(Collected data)
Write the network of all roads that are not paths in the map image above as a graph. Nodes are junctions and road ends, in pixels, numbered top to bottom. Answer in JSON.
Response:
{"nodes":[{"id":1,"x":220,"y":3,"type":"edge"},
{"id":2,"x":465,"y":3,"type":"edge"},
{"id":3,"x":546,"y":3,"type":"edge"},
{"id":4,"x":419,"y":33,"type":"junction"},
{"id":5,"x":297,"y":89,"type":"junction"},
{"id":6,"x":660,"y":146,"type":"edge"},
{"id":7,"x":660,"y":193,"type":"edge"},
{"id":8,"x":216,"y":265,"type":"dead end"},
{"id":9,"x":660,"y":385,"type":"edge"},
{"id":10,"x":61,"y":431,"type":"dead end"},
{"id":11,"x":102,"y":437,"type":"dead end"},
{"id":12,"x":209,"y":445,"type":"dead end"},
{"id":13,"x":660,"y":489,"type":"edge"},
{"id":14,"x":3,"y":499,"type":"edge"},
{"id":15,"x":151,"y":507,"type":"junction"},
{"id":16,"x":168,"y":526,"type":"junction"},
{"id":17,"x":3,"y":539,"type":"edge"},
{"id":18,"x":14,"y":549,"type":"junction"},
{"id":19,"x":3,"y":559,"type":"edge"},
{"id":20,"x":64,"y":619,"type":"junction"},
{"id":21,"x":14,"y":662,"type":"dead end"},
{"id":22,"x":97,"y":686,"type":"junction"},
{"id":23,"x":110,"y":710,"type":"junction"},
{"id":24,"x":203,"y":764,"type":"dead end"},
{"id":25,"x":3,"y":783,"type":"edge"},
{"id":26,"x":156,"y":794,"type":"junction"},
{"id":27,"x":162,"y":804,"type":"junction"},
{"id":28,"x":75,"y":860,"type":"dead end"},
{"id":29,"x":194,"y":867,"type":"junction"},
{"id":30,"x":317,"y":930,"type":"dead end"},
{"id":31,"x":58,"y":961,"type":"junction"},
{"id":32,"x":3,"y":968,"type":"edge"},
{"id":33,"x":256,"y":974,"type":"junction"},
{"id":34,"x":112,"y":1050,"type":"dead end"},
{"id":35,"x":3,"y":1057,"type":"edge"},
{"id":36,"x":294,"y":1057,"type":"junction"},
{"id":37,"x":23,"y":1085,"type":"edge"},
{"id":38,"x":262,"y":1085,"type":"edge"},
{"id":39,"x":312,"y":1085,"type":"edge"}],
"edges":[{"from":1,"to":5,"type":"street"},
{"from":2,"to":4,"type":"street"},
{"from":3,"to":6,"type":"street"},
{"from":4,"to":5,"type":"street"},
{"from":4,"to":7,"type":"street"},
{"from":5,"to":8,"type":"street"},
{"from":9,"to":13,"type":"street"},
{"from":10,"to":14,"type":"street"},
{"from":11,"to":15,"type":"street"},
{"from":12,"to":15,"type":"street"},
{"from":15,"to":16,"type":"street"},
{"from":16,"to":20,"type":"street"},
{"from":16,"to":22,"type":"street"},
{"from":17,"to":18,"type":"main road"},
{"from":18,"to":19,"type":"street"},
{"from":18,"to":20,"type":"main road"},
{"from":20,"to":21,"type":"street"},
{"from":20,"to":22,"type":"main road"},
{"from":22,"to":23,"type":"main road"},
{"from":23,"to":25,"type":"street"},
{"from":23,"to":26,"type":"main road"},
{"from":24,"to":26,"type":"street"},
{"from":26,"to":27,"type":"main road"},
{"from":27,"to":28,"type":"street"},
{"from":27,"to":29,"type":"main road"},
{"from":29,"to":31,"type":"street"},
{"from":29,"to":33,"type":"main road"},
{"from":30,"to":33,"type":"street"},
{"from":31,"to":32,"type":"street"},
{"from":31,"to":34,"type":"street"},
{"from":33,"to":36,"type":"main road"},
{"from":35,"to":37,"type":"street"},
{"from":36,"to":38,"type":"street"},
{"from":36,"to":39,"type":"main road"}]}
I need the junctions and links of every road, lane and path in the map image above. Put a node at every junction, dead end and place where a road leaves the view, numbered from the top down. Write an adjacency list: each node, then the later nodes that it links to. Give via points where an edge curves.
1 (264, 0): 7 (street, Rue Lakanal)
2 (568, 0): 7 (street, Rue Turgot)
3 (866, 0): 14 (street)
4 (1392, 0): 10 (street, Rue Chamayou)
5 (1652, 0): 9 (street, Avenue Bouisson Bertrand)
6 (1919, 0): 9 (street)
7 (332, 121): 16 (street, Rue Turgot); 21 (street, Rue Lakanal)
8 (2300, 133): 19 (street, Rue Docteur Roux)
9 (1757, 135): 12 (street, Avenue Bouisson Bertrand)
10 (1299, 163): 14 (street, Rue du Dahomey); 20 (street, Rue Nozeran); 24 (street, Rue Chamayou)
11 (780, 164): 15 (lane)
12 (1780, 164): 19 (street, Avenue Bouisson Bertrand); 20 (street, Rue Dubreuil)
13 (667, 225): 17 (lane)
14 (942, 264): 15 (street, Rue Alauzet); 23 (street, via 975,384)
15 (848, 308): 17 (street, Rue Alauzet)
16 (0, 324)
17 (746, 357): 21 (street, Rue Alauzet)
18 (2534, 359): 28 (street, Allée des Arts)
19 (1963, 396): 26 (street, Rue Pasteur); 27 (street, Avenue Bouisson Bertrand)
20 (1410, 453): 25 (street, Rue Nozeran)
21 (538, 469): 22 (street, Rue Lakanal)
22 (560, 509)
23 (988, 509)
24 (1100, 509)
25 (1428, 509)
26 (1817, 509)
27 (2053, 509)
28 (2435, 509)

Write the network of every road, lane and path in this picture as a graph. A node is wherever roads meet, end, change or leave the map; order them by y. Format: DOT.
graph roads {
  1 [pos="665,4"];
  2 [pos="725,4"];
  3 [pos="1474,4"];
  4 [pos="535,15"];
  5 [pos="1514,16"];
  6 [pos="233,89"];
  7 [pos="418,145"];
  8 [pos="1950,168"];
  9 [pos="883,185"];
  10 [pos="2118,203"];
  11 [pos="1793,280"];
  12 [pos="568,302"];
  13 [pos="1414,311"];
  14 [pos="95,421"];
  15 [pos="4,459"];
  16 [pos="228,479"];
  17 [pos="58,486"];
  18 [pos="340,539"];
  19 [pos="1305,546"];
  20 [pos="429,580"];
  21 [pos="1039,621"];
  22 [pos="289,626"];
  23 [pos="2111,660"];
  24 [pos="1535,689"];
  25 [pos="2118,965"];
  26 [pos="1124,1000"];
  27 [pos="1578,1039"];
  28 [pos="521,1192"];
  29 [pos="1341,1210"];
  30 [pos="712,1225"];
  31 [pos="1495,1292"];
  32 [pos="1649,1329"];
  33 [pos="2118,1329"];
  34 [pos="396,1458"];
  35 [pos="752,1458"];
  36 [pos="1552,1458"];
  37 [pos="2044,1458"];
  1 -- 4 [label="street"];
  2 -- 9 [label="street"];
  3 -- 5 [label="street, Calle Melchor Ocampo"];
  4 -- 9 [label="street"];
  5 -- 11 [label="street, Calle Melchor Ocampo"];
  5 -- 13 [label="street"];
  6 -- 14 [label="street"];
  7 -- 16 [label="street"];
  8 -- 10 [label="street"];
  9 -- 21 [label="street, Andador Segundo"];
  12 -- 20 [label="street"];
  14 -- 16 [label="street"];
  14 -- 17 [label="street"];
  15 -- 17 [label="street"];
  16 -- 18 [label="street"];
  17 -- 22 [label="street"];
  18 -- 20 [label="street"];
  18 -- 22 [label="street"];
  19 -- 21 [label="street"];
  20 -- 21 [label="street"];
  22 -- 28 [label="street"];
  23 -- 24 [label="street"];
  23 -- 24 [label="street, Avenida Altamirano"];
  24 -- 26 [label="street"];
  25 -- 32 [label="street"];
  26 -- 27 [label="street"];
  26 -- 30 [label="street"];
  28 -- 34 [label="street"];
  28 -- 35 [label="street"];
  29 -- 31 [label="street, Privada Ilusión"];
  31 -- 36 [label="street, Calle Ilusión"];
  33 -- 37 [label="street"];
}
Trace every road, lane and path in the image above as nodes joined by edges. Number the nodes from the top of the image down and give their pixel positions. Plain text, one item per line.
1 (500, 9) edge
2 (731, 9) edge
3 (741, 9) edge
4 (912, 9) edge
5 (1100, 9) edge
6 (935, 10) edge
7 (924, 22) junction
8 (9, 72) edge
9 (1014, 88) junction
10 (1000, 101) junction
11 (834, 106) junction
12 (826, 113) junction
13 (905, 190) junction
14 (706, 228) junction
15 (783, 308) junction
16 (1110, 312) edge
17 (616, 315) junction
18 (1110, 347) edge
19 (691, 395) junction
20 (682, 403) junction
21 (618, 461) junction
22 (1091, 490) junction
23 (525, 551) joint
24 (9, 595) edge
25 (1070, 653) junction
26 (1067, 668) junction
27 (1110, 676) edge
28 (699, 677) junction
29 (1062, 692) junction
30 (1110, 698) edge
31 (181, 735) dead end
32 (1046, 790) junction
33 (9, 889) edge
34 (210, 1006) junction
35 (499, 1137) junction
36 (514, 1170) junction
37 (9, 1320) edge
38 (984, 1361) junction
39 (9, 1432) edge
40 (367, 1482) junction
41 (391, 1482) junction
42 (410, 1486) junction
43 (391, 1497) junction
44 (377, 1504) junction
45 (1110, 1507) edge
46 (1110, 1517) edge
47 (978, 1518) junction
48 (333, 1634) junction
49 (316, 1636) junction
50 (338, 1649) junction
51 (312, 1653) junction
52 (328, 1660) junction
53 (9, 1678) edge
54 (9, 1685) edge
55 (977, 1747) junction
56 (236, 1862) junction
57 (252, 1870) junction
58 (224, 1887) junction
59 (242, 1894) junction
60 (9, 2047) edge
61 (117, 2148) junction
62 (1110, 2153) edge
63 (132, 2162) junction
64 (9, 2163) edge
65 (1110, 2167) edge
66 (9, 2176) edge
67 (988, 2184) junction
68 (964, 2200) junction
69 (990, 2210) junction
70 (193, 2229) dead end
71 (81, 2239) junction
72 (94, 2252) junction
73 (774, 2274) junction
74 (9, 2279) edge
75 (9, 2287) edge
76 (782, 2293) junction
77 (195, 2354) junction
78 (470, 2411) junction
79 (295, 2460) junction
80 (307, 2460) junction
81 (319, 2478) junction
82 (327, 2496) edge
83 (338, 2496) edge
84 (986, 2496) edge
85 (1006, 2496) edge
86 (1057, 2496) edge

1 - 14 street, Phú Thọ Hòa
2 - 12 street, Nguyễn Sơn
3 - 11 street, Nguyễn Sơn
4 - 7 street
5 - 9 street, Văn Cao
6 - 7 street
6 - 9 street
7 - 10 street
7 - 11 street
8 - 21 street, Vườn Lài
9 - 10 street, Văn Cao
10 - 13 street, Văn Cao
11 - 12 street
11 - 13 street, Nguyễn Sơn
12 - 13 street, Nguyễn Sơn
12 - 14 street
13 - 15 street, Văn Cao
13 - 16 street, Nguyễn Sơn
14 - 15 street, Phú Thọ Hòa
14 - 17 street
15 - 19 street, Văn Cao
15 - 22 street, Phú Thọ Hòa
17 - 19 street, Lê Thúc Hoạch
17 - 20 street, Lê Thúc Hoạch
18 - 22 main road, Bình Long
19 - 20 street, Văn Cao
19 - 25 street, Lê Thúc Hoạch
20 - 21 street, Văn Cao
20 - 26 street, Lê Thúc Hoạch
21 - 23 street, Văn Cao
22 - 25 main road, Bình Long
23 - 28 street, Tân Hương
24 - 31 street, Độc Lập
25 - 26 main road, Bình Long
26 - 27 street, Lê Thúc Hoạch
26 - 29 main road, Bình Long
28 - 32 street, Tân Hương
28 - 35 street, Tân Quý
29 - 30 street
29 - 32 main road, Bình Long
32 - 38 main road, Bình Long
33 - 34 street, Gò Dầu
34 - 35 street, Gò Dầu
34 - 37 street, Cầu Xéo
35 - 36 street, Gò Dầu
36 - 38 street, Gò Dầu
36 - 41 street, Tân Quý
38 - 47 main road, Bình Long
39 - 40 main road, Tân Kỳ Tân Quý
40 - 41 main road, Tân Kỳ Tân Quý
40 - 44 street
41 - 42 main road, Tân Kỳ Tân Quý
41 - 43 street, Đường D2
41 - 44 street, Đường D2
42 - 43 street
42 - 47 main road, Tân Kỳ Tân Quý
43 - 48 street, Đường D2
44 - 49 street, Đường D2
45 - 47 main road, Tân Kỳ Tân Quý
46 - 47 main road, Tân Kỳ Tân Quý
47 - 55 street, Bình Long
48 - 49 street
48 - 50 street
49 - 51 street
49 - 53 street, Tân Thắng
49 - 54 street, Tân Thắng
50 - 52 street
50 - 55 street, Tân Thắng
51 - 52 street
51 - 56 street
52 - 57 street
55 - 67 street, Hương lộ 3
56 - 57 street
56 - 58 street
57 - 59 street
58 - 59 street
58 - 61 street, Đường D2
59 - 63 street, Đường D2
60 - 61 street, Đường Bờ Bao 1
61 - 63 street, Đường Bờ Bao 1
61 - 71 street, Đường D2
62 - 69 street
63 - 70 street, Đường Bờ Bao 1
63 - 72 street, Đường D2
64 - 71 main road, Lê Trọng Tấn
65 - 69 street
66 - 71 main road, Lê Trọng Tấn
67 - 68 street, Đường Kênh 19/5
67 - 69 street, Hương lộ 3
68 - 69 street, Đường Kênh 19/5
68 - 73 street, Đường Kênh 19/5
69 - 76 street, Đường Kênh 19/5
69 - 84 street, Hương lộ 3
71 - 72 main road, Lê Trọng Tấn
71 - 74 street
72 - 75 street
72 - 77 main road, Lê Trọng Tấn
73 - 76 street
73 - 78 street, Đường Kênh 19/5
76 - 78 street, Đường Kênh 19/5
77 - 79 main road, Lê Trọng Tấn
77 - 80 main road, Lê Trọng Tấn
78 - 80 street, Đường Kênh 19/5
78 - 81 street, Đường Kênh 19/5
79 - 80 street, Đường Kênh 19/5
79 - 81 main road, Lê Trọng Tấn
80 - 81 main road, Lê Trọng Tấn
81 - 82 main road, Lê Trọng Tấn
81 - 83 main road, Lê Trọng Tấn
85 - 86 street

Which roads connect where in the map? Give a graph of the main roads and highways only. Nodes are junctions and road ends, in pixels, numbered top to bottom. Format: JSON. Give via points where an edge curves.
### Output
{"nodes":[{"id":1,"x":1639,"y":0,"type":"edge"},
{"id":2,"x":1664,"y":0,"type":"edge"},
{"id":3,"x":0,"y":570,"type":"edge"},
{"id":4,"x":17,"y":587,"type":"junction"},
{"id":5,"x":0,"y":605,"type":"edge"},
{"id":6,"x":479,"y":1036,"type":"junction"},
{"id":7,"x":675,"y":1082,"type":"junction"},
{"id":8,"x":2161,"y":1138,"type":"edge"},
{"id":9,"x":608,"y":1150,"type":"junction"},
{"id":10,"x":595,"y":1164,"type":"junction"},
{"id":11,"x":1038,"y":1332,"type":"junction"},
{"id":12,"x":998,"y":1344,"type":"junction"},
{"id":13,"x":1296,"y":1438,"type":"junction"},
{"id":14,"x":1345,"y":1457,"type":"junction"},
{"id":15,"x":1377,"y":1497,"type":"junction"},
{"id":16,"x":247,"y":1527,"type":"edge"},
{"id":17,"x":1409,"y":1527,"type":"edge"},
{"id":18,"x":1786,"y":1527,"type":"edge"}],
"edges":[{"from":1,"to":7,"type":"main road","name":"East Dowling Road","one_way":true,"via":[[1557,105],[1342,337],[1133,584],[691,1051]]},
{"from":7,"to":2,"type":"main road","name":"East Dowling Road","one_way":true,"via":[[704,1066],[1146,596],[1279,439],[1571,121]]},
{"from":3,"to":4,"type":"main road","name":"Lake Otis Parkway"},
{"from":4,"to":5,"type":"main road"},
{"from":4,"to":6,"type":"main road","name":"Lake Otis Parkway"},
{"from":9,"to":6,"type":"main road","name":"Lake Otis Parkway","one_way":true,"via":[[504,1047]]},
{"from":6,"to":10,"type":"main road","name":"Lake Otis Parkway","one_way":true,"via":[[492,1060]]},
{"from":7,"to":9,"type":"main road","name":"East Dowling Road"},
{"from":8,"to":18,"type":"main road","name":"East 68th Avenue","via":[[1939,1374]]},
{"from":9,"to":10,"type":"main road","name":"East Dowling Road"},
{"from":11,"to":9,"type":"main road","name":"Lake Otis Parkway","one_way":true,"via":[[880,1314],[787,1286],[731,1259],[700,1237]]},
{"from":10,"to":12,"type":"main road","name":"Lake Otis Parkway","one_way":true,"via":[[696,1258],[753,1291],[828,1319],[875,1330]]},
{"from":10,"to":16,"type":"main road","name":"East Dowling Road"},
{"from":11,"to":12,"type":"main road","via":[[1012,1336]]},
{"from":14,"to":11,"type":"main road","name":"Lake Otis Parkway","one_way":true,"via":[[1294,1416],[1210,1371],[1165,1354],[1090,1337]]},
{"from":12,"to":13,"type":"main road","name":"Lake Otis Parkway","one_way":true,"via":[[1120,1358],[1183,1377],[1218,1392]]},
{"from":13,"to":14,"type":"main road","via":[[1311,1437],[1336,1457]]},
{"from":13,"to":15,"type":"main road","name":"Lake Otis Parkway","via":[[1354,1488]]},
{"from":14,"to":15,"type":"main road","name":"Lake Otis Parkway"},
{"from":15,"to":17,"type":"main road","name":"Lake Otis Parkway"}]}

### Work instructions
Please go line by line through the records above, copying each one that holds the string "Hoạch".

### Solution below
17 - 19 street, Lê Thúc Hoạch
17 - 20 street, Lê Thúc Hoạch
19 - 25 street, Lê Thúc Hoạch
20 - 26 street, Lê Thúc Hoạch
26 - 27 street, Lê Thúc Hoạch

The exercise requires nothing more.